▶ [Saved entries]
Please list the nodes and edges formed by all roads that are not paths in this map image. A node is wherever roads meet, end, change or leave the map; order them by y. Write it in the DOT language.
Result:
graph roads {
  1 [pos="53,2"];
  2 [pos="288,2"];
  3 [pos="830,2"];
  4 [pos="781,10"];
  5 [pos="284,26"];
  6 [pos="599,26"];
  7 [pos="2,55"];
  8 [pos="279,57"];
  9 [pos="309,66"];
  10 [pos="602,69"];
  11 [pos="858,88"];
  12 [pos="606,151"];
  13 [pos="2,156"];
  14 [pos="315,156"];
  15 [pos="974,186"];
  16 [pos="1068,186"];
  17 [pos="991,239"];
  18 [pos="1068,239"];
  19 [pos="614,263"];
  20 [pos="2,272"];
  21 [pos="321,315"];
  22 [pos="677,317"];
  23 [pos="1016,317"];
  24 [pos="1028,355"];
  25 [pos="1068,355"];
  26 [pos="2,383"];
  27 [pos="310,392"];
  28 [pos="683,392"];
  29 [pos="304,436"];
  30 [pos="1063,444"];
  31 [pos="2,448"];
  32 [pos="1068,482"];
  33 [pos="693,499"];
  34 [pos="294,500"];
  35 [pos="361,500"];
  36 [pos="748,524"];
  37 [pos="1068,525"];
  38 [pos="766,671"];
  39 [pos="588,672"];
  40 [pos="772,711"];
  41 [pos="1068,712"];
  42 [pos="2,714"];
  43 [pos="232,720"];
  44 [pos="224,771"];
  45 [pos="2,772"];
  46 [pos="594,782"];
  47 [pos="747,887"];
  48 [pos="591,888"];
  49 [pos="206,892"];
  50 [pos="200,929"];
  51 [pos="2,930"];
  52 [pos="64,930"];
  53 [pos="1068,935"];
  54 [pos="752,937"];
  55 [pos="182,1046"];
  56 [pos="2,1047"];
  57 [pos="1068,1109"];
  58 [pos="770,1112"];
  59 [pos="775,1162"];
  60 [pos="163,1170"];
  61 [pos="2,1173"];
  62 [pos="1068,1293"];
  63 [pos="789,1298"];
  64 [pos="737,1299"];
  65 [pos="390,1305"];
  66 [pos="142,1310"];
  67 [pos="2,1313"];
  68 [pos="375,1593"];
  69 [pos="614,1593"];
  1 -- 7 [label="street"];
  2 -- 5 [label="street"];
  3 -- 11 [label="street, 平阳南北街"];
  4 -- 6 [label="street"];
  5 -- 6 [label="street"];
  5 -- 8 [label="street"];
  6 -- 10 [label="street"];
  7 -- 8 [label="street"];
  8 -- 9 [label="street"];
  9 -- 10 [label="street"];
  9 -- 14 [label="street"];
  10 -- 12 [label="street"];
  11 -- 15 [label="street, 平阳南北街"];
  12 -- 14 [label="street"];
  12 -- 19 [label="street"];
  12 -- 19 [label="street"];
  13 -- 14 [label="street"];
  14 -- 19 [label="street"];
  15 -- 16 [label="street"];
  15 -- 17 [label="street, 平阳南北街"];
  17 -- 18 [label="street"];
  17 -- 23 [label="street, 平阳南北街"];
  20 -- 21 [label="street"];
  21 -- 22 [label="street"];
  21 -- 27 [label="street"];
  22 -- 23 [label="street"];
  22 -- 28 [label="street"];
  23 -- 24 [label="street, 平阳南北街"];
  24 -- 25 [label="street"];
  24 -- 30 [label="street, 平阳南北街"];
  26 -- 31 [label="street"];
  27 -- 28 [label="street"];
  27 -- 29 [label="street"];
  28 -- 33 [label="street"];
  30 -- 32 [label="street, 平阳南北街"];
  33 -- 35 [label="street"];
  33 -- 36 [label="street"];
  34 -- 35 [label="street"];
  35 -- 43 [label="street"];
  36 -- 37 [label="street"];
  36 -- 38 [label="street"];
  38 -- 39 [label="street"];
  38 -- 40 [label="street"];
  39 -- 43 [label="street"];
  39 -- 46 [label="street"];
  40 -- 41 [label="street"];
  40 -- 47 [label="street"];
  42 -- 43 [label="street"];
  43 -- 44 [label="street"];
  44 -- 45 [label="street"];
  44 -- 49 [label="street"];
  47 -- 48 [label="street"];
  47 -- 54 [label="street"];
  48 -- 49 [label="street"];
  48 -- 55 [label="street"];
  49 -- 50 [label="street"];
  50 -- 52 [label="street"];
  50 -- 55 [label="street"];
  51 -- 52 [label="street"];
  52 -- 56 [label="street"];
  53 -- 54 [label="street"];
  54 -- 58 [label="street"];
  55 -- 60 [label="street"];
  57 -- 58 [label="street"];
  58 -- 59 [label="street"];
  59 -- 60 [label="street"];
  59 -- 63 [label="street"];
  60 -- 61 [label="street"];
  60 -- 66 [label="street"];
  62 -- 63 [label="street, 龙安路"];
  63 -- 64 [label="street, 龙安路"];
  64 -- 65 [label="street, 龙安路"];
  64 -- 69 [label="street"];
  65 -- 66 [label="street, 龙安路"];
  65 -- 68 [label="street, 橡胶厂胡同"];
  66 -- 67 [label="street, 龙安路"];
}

▶ [WHAT TO WORK ON] Search the entries for the word "roads". Copy each line where it appears.

▶ [WRITTEN RESPONSE]
Please list the nodes and edges formed by all roads that are not paths in this map image. A node is wherever roads meet, end, change or leave the map; order them by y. Write it in the DOT language.
graph roads {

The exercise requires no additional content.